*Exercise objective*
Where an image occurs, skip it and print the rest of the records verbatim.

====== Exercise input ======

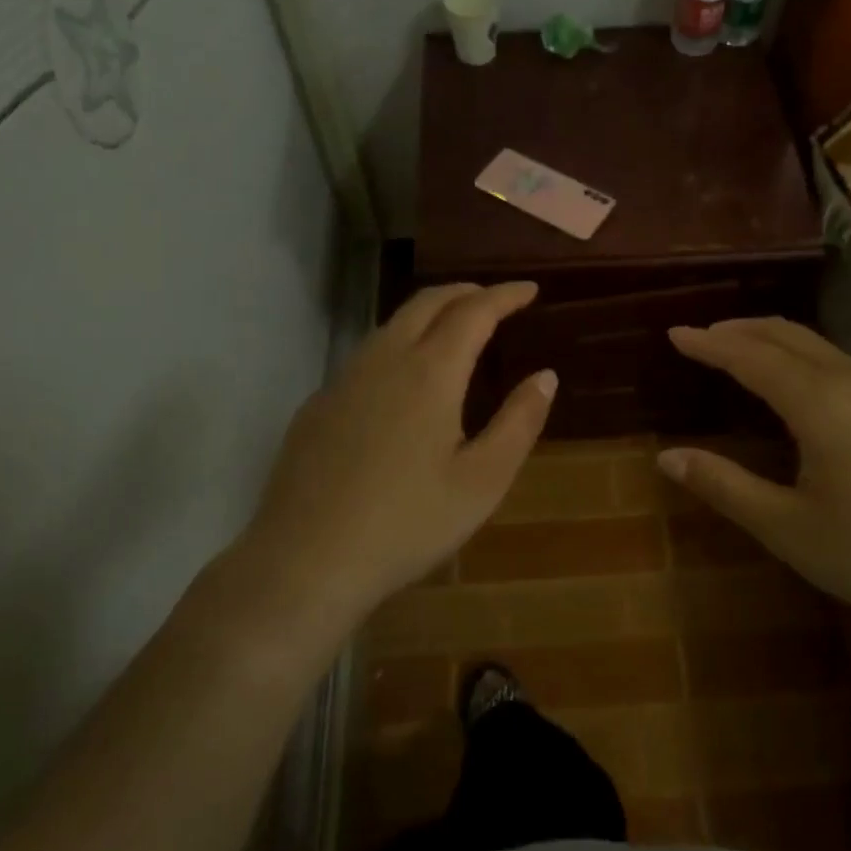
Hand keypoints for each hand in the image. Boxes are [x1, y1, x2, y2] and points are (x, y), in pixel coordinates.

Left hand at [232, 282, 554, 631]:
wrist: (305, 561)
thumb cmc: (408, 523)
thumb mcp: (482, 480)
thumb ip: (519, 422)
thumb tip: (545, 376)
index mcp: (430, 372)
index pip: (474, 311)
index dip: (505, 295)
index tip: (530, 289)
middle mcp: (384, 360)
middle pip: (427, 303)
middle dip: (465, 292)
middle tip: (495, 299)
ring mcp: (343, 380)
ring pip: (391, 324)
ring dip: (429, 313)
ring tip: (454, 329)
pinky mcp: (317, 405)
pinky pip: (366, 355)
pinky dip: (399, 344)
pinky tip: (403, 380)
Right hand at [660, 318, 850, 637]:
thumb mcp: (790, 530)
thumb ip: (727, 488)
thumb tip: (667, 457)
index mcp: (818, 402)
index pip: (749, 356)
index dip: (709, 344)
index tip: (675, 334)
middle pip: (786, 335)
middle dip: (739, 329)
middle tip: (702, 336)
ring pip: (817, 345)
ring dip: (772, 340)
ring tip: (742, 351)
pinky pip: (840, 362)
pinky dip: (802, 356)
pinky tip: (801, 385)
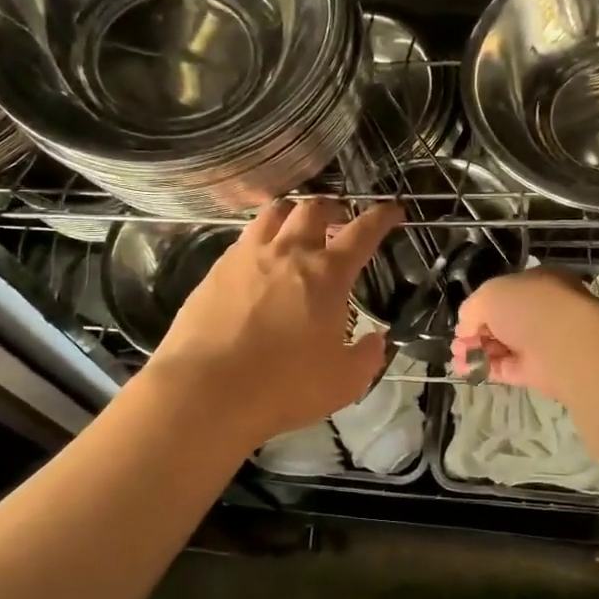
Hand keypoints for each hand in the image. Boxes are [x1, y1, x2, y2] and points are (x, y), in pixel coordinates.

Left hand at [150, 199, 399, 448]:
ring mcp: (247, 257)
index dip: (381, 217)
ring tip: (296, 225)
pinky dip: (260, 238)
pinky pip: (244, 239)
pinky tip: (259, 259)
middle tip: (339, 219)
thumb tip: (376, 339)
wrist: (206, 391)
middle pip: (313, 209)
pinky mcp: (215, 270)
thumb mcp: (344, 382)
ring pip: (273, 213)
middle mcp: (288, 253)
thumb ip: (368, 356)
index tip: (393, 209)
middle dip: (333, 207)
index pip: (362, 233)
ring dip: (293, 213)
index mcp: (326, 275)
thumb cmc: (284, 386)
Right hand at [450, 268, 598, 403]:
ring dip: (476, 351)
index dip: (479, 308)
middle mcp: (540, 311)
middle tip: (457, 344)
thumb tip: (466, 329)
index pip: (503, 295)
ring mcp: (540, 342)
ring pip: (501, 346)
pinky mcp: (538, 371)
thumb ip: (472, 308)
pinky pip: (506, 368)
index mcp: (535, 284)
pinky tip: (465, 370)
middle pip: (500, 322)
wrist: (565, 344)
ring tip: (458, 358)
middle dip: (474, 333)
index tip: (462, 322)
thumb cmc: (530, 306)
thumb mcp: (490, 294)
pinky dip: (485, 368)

======

*Response to this exercise*
Hand keypoints for each hand in the image. Boxes are [x1, y1, x2, y2] and points are (x, y), in pixel coordinates.

Left hand at [232, 282, 554, 631]:
wrist: (305, 561)
thumb cmc: (408, 523)
thumb mcp: (482, 480)
thumb ip: (519, 422)
thumb tip: (545, 376)
index mcp: (430, 372)
index pip: (474, 311)
index dip: (505, 295)
index tip: (530, 289)
middle mcp: (384, 360)
middle pip: (427, 303)
middle dip: (465, 292)
middle tip: (495, 299)
ring mcp: (343, 380)
ring pip: (391, 324)
ring dip: (429, 313)
ring tip: (454, 329)
pinky mcp: (317, 405)
pinky pip: (366, 355)
pinky dip: (399, 344)
pinky tip: (403, 380)
Right hand at [660, 318, 850, 637]:
thumb mcp: (790, 530)
thumb ip: (727, 488)
thumb tip: (667, 457)
index mcp: (818, 402)
index pip: (749, 356)
index dip: (709, 344)
index tip: (675, 334)
middle pip: (786, 335)
middle dip: (739, 329)
middle tip: (702, 336)
ring pip: (817, 345)
ring dip: (772, 340)
ring tip: (742, 351)
pinky pip: (840, 362)
pinky dip: (802, 356)
pinky tip: (801, 385)
Hand keypoints for each hand in the image. Boxes are [x1, y1, x2, y2] and points are (x, y), in pixel coordinates.

Left hand at [150, 199, 399, 448]:
ring mcp: (247, 257)
index dip: (381, 217)
ring tip: (296, 225)
pinky dip: (260, 238)
pinky pip: (244, 239)
pinky tip: (259, 259)
middle tip: (339, 219)
thumb tip: (376, 339)
wrist: (206, 391)
middle pip: (313, 209)
pinky mcp: (215, 270)
thumb mcp: (344, 382)
ring pip: (273, 213)
middle mcp: (288, 253)
thumb ip: (368, 356)
index tip: (393, 209)
middle dip: (333, 207)
index pip: (362, 233)
ring dip: (293, 213)
index mcp: (326, 275)
thumb cmc: (284, 386)
Right hand at [450, 268, 598, 403]:
ring dip: (476, 351)
index dip: (479, 308)
middle mcp: (540, 311)
middle tip: (457, 344)
thumb tip: (466, 329)
index pip: (503, 295)
ring mcp: (540, 342)
ring pip: (501, 346)
pinky mcp: (538, 371)
thumb ip: (472, 308)
pinky pip: (506, 368)
index mcp: (535, 284)
pinky tip: (465, 370)
middle pip: (500, 322)
wrist: (565, 344)
ring tip: (458, 358)
middle dip: (474, 333)
index tip: (462, 322)
thumb cmc: (530, 306)
thumb mcp: (490, 294)
pinky dip: (485, 368)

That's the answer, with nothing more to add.